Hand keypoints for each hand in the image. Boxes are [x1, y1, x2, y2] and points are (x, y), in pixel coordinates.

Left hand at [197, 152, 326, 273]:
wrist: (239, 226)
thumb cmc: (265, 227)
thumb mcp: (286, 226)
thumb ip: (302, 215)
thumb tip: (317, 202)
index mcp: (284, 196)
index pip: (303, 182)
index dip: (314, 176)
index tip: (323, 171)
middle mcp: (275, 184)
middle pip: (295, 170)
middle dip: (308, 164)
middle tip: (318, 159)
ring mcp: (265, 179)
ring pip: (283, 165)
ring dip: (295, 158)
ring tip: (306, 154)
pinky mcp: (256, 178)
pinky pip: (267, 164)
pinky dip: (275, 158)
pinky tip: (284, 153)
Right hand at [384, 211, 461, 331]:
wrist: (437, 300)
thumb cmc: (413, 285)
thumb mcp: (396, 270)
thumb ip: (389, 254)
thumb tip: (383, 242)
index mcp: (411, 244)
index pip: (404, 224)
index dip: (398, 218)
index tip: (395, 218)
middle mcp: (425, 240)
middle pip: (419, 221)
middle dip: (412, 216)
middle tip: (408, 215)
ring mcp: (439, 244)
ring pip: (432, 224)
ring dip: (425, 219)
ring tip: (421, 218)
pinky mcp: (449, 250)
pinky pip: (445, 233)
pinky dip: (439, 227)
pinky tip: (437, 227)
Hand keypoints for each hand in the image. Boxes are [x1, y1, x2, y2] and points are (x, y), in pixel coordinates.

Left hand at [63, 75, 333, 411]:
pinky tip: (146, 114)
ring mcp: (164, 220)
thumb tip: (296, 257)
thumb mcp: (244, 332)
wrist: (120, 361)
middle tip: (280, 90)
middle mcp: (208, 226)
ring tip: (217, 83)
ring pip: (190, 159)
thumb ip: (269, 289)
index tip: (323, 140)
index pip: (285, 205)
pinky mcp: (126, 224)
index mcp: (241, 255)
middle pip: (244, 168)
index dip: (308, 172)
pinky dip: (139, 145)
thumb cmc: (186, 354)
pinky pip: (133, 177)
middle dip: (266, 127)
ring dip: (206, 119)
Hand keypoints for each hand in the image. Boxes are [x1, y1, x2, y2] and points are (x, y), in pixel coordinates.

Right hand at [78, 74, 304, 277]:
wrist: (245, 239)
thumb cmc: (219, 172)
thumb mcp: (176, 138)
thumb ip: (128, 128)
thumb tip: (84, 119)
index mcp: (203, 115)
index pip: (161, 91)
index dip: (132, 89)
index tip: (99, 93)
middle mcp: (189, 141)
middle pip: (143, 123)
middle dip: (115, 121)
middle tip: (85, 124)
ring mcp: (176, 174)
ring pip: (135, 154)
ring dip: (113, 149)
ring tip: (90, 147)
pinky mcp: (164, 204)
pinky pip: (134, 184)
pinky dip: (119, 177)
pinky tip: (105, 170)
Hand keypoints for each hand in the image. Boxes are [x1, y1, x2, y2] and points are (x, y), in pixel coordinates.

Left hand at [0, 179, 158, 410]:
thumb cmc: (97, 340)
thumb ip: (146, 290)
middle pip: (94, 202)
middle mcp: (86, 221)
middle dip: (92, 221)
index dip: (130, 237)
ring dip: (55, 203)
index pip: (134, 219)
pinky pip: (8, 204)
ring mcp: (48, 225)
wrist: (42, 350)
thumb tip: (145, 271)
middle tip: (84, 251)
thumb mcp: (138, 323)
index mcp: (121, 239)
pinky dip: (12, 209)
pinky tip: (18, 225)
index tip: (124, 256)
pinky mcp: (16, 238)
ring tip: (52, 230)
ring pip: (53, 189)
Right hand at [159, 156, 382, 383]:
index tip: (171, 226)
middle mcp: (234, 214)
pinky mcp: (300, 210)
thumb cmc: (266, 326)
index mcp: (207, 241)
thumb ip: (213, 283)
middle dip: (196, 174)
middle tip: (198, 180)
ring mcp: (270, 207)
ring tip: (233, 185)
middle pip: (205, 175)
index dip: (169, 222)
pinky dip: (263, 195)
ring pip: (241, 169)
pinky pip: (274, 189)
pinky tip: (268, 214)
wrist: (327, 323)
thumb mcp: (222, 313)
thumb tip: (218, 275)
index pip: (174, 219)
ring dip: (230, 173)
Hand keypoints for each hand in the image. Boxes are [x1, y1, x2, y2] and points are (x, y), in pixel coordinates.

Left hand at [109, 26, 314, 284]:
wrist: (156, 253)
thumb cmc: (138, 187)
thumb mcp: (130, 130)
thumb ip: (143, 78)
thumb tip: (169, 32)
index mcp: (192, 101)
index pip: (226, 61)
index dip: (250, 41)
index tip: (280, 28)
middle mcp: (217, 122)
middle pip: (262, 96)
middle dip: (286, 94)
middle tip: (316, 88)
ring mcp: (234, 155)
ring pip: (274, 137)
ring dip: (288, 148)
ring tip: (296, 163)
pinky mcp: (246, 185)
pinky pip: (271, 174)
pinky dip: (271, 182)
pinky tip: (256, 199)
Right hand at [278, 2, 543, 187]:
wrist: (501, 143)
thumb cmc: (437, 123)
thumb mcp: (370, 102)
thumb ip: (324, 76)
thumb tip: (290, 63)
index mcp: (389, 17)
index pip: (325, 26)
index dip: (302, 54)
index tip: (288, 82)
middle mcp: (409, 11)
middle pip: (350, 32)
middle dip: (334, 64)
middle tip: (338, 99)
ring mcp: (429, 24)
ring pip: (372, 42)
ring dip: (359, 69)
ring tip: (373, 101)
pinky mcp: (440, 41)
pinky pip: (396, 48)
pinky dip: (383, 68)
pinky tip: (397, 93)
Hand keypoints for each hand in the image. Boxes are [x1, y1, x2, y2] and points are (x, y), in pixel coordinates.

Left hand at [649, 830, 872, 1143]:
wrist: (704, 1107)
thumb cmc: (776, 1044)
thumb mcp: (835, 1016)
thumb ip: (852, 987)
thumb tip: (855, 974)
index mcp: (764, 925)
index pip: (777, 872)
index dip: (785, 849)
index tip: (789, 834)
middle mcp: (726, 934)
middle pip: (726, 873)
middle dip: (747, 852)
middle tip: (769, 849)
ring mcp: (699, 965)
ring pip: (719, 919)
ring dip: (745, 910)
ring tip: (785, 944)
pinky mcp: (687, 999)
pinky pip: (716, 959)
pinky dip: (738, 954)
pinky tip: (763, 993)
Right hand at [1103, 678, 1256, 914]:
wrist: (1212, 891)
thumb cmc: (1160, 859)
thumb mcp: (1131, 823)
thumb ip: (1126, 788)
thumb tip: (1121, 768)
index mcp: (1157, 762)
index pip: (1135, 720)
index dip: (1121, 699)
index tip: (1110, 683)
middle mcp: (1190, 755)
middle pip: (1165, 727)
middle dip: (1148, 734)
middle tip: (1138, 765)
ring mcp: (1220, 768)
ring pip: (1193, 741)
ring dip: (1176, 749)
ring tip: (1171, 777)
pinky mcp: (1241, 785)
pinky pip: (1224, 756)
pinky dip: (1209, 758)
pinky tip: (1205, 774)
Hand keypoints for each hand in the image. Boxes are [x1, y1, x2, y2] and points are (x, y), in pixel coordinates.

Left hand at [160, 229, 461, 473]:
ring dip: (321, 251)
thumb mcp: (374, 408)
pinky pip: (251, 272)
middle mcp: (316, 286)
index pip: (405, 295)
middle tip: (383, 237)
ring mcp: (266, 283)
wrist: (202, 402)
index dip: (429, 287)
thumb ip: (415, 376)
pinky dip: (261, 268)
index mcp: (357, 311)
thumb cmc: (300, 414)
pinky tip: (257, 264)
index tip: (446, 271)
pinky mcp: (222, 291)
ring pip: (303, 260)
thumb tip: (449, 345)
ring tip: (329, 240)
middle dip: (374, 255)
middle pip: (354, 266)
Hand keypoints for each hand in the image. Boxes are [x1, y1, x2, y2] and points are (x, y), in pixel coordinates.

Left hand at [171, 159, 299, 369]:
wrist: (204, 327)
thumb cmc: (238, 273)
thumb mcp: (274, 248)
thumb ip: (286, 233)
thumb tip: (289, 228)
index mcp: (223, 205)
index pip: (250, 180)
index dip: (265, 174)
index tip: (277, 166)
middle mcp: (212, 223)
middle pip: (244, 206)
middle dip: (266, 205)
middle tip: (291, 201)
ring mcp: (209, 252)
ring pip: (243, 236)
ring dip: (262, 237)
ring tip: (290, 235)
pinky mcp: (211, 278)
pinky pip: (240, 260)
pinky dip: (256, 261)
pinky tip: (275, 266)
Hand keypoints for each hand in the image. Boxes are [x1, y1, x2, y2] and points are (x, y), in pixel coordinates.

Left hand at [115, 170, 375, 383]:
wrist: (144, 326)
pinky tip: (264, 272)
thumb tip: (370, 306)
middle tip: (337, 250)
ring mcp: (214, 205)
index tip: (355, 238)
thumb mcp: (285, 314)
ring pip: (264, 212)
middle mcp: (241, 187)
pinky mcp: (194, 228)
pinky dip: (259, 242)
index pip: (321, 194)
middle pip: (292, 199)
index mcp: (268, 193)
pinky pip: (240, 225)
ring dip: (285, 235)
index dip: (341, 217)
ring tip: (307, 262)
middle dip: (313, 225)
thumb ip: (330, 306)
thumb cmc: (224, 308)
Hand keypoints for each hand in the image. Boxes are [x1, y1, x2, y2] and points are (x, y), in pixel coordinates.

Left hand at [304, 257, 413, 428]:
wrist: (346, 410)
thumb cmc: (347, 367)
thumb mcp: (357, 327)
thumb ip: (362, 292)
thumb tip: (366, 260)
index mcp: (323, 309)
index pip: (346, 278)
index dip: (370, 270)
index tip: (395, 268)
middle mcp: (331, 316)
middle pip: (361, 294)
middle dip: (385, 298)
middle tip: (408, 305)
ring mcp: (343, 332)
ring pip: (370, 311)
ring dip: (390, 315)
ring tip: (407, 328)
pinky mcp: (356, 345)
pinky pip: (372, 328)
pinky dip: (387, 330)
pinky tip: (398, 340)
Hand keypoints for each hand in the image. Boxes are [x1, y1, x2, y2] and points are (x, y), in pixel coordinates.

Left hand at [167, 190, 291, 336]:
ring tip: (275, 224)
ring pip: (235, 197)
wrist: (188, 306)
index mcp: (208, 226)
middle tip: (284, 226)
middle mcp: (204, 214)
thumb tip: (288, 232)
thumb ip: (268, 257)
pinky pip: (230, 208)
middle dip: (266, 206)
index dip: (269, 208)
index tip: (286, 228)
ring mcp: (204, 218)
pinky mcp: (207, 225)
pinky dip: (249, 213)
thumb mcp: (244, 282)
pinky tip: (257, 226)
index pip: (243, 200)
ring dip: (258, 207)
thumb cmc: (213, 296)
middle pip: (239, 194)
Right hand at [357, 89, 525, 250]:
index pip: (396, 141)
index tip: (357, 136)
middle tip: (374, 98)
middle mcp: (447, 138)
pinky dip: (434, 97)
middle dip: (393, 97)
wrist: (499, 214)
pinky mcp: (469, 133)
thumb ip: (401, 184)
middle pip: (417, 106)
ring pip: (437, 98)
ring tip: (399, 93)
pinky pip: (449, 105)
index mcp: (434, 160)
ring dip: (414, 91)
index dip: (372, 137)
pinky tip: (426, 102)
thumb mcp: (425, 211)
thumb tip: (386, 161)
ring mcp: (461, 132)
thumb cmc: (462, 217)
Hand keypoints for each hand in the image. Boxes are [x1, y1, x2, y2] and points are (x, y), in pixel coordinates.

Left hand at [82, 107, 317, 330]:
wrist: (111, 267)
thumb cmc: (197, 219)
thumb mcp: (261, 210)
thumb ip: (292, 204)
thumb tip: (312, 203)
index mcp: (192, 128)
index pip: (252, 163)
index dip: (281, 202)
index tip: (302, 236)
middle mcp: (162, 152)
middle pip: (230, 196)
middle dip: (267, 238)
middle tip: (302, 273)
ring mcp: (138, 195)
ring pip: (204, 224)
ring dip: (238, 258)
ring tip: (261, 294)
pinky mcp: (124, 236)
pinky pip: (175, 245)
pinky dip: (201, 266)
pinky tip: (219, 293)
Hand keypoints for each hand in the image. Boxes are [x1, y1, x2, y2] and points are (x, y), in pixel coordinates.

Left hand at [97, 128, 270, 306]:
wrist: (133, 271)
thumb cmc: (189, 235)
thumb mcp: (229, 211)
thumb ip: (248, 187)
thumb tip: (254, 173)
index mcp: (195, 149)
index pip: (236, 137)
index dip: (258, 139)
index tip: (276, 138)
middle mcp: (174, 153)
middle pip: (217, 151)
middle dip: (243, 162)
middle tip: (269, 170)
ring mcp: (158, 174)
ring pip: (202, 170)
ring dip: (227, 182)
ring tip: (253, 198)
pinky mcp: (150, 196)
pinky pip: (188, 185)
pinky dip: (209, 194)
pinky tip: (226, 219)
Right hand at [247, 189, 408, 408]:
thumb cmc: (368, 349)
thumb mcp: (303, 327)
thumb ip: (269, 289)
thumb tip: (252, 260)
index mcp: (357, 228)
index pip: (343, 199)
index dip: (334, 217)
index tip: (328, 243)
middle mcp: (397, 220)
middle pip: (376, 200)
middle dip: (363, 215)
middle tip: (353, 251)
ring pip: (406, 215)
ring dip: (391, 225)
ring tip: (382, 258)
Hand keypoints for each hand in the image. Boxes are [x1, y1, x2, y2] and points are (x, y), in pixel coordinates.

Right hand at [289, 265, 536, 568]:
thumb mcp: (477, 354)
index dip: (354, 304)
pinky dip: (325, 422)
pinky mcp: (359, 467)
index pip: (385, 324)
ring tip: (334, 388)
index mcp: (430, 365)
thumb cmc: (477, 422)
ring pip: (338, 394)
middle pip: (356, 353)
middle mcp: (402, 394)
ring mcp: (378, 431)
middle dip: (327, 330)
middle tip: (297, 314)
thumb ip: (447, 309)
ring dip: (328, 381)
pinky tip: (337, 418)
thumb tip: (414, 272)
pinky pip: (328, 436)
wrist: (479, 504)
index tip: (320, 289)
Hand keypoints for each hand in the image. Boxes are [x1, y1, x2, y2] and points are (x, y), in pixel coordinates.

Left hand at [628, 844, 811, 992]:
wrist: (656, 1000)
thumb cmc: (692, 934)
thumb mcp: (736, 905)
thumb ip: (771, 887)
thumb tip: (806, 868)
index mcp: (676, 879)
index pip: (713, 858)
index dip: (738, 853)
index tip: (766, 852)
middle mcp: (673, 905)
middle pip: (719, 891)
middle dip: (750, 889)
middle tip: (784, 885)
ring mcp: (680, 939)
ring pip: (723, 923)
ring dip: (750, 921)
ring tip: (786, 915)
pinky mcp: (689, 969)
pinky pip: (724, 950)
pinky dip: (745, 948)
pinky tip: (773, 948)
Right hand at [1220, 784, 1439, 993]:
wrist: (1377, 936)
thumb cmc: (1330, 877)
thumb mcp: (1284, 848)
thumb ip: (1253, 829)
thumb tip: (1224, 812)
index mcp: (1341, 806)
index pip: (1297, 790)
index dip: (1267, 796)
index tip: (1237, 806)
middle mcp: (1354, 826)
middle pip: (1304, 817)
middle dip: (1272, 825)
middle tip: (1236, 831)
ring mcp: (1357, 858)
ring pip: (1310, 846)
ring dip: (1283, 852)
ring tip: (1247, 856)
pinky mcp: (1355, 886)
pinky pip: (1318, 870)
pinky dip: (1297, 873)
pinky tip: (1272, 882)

----------------------------------------

Restate the data word for word. Begin at its first line, end at the line that contains "thumb cmc: (413, 285)", and include both.

*Task result*.
Hand keypoints for each hand in the image. Boxes are [x1, y1, x2, y2] and points are (x, y), in pixel coordinates.

Left hand at [197, 152, 326, 273]:
wrist: (239, 226)
thumb cmc: (265, 227)
thumb mcp: (286, 226)
thumb ip: (302, 215)
thumb tip: (317, 202)
index mcp: (284, 196)
index pip: (303, 182)
index dip: (314, 176)
index tip: (323, 171)
middle mcp: (275, 184)
middle pip: (295, 170)
middle dip: (308, 164)
middle tip: (318, 159)
ring mcp: (265, 179)
ring pip: (283, 165)
ring dip: (295, 158)
ring tip: (306, 154)
pinky mcp: (256, 178)
pinky pip: (267, 164)
pinky dip: (275, 158)
pinky tip: (284, 153)
Right hand at [384, 211, 461, 331]:
wrist: (437, 300)
thumb cmc: (413, 285)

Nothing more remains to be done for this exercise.